■ **Material provided**:

※

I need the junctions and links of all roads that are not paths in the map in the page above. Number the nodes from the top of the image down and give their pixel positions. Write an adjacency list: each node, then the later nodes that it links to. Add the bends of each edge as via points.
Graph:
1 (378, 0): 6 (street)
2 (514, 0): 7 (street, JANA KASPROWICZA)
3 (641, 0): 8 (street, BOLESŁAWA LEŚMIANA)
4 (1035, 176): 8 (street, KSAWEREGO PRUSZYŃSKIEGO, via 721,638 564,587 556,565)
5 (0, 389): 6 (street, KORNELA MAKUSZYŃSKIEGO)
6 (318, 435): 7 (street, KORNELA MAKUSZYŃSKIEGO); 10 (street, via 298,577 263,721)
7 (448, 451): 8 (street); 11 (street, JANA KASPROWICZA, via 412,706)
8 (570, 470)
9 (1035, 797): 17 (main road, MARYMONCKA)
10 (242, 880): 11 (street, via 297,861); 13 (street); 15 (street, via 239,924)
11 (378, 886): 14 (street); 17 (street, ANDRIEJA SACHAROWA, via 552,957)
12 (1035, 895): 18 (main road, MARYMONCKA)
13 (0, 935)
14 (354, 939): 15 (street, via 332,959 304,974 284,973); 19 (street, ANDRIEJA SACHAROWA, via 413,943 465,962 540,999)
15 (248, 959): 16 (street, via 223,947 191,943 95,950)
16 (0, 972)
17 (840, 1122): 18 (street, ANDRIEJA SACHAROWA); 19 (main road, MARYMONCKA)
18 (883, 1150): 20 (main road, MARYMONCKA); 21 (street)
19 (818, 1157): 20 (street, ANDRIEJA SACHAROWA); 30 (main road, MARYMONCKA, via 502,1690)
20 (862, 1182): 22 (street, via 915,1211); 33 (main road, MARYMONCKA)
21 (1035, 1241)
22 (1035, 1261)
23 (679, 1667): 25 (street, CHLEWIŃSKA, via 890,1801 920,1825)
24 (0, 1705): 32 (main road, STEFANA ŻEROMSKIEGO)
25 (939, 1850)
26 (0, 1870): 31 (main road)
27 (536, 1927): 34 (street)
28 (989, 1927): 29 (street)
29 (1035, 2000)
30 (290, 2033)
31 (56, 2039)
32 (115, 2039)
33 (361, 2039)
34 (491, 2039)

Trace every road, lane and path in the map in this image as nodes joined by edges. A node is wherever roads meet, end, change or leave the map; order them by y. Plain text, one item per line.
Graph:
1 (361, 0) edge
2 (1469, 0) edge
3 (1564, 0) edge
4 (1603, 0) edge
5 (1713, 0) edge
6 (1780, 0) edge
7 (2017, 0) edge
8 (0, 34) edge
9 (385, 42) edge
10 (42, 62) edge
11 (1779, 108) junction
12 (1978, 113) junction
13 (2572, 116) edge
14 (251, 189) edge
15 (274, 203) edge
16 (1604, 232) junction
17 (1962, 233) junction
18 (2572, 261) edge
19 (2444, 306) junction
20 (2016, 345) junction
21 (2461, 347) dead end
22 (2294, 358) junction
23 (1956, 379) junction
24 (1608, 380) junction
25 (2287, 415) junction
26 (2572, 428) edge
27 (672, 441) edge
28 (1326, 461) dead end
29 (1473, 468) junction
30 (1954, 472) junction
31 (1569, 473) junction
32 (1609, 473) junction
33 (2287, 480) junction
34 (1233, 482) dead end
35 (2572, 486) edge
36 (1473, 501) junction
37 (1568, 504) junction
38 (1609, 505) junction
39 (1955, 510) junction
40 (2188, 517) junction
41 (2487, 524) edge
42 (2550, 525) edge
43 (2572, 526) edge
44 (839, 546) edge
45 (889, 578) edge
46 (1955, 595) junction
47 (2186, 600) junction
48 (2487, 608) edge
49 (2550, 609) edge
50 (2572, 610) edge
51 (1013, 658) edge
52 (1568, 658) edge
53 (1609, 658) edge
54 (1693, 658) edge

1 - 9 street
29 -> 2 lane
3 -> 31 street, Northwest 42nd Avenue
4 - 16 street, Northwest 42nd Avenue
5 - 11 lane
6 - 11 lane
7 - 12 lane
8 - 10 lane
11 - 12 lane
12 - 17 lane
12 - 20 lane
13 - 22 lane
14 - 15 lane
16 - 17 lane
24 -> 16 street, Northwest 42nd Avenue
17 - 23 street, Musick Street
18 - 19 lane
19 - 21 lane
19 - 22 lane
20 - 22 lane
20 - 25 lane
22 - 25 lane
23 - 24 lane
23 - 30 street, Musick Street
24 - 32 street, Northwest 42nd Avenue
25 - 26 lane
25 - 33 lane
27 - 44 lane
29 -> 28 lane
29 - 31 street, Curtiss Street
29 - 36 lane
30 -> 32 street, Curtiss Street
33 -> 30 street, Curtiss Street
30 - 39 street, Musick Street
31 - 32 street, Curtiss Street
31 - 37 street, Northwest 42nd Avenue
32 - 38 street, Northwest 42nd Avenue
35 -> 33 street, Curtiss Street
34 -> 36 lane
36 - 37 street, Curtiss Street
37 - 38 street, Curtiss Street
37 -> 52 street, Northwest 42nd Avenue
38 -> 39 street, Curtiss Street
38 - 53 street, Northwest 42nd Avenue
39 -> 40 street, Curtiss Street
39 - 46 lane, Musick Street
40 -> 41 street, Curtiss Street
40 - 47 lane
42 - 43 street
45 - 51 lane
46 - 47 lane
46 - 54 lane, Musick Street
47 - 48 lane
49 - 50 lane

※

■ **Requirement**:
Note which lines carry the word "Northwest" in the material, then copy each of them.

■ **Output of the exercise**:
3 -> 31 street, Northwest 42nd Avenue
4 - 16 street, Northwest 42nd Avenue
24 -> 16 street, Northwest 42nd Avenue
24 - 32 street, Northwest 42nd Avenue
31 - 37 street, Northwest 42nd Avenue
32 - 38 street, Northwest 42nd Avenue
37 -> 52 street, Northwest 42nd Avenue
38 - 53 street, Northwest 42nd Avenue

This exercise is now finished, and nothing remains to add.